The Devil works hard, but “tick, tick…Boom!” editors Andrew Weisblum and Myron Kerstein worked harder. The editing category is undeniably stacked with the smooth two-hour goodness of the sports drama “King Richard,” and the cascading desert sands of Arrakis in “Dune.” But the challenging split and the delicate balance between narrative, narration, and music in the film’s songs “Therapy” and “Why” showcase the best of the editing process.
[others nominated: “King Richard”, “The Power of the Dog”, “ Don’t Look Up”, “Dune”]
Best Director: Jane Campion
The legendary director Jane Campion guides us through the wilds of Montana to explore the femininity of men and suppressed homosexuality in cowboy culture with elegance and grace. Admittedly, I’m not well-seasoned when it comes to describing a director’s choice in angles and shots, but damn was this movie full of them (lol). The subtle and discreet camera movements deployed as Peter sculked around the house to plot his revenge, were fantastic.
[others nominated: Paul Thomas Anderson, Kenneth Branagh, Ryusuke Hamaguchi, Steven Spielberg]

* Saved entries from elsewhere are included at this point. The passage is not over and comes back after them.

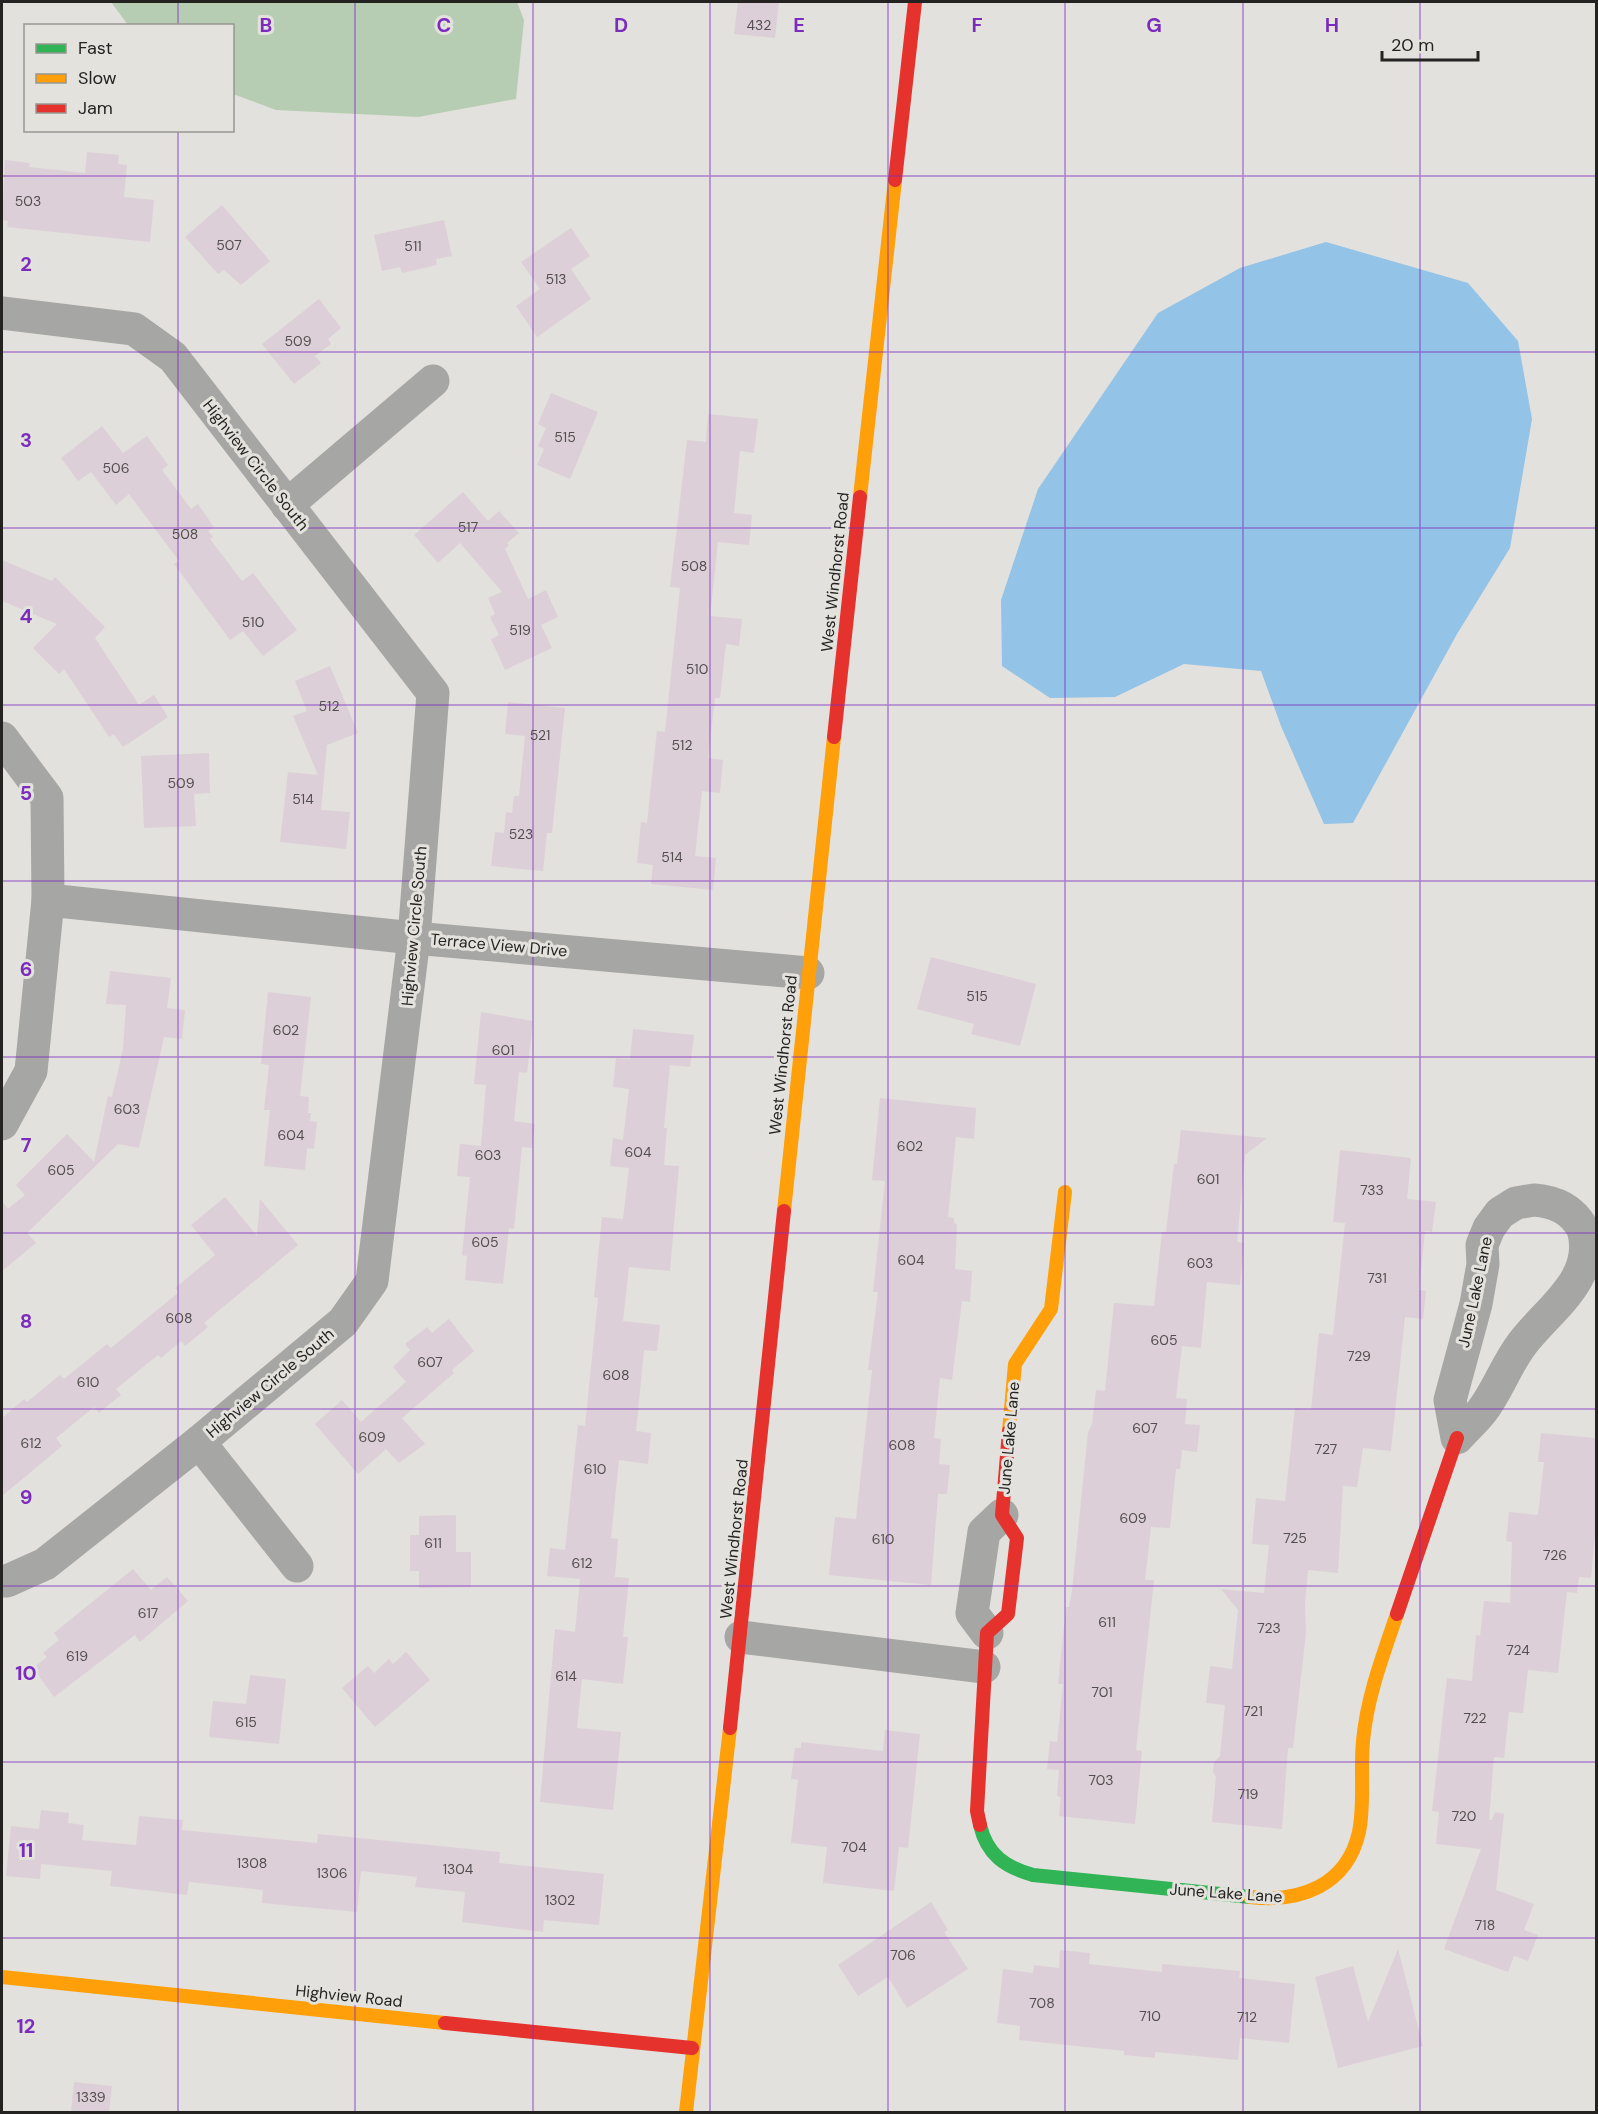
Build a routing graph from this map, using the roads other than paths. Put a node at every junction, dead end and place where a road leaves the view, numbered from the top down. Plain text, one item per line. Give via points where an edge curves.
1 (915, 2) edge
2 (2, 313) edge
3 (433, 381) dead end
4 (287, 505) junction
5 (2, 738) edge
6 (48, 900) junction
7 (414, 938) junction
8 (808, 973) junction
9 (2, 1124) edge
10 (1065, 1192) dead end
11 (1457, 1438) junction
12 (199, 1442) junction
13 (1002, 1515) joint
14 (297, 1566) dead end
15 (2, 1581) edge
16 (987, 1634) joint
17 (741, 1637) junction
18 (984, 1667) junction
19 (2, 1977) edge
20 (692, 2048) junction
21 (686, 2112) edge

1 - 8 street, West Windhorst Road
2 - 4 street, Highview Circle South via 134,329 172,357
3 - 4 street
4 - 7 street, Highview Circle South via 433,693
5 - 6 street via 47,798
6 - 7 street, Terrace View Drive
6 - 9 street via 31,1071
7 - 8 street, Terrace View Drive
7 - 12 street, Highview Circle South via 372,1281 343,1322
8 - 17 street, West Windhorst Road
10 - 13 street, June Lake Lane via 1051,1309 1015,1364
11 - 11 street, June Lake Lane via 1482,1411 1521,1344 1580,1284 1587,1269 1590,1252 1586,1236 1572,1215 1551,1202 1516,1203 1500,1213 1482,1245 1476,1304 1450,1400
11 - 18 street, June Lake Lane via 1375,1677 1364,1740 1359,1832 1347,1862 1325,1883 1302,1896 1263,1899 1033,1875 1011,1869 993,1856 983,1837 977,1811
12 - 14 street
12 - 15 street, Highview Circle South via 45,1564
13 - 16 street, June Lake Lane via 984,1532 972,1613
16 - 18 street, June Lake Lane
17 - 18 street
17 - 20 street, West Windhorst Road
19 - 20 street, Highview Road
20 - 21 street, West Windhorst Road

Best Animated Film: “Encanto”
In this house, we DO talk about Bruno because he was the best part of the film and Dolores was the villain. Dolores knew where Bruno was hiding the entire time and said nothing to no one for years, but couldn’t keep Mirabel’s secret for five seconds? Anyway, where was I going with this… it’s a GREAT family movie. My heart is with “The Mitchells vs The Machines” for the LGTBQ+ community, but I have a feeling “Encanto”’s story about familial trauma, self-worth, and togetherness is going to resonate more with voters. #JusticeforMitchellsvTheMachines
[others nominated: “Luca”, “The Mitchells vs The Machines”, “ Luca”, “Flee”, “Raya and the Last Dragon” ]
Best Picture: “CODA”
This charming coming-of-age film centers itself around a graduating teen (Emilia Jones), a child of deaf adults (aka CODA), as she tries to navigate life outside of her tight-knit family in order to follow her passions. It’s biting, endearing, and funny–-that scene where she has to explain to her parents to stop having sex for two weeks, an automatic win in my book. In a category with much meatier and narratively succinct stories, I’m going to stick with the one with the most heart and laughs.

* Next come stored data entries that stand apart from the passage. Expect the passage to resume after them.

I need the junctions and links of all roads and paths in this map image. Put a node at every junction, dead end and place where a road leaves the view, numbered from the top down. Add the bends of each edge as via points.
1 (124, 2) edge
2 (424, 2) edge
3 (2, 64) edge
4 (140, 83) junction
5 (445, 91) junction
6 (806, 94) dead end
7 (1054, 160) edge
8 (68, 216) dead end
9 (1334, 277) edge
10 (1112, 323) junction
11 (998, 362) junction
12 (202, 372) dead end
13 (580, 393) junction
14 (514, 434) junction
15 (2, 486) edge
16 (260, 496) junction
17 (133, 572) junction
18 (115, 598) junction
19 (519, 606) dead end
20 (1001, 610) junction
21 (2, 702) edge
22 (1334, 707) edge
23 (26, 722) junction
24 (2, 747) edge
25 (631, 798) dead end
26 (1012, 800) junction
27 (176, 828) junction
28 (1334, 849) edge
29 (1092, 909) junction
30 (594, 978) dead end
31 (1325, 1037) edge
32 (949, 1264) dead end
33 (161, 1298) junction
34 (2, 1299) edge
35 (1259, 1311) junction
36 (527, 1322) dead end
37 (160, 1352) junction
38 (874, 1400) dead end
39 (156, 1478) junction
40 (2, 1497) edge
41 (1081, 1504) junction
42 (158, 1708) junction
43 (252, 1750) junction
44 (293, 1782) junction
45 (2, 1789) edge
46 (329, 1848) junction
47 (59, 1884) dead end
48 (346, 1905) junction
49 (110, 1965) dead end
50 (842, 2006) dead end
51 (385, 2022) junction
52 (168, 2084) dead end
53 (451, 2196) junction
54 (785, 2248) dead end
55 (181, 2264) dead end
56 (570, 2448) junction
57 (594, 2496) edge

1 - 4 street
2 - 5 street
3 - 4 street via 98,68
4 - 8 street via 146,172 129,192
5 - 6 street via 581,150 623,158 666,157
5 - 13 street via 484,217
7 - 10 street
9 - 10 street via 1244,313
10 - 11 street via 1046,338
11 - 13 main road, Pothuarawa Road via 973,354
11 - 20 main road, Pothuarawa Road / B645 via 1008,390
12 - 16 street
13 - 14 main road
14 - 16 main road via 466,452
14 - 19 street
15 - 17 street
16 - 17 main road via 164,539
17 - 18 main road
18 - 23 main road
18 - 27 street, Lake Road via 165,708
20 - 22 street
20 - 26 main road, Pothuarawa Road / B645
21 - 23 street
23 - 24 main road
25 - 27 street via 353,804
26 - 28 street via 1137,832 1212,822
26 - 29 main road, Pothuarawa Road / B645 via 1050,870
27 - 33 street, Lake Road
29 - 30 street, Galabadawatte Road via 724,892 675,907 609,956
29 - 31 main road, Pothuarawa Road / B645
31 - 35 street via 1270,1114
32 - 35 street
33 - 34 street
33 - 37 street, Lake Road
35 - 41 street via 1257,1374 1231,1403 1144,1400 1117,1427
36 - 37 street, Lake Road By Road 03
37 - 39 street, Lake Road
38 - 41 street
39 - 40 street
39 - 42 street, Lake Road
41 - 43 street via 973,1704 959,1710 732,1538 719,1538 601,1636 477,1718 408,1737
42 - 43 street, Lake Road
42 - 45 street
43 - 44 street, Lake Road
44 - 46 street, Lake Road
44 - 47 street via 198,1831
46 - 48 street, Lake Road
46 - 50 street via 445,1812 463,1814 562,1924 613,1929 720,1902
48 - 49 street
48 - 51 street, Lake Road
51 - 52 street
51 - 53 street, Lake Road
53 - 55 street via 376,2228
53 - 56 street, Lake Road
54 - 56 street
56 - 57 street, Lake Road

[others nominated: “Belfast”, “The Power of the Dog”, “ Nightmare Alley”, “Dune”, “Don’t Look Up”, “Drive My Car”, “King Richard”, “ Licorice Pizza”, “West Side Story”]
Honorable Mention “The Green Knight” / “Passing”
Dev Patel, Rebecca Hall, Tessa Thompson, Ruth Negga… The Academy did ya’ll dirty, and we will never forgive them for this. I’m so sorry, I’m so very sorry.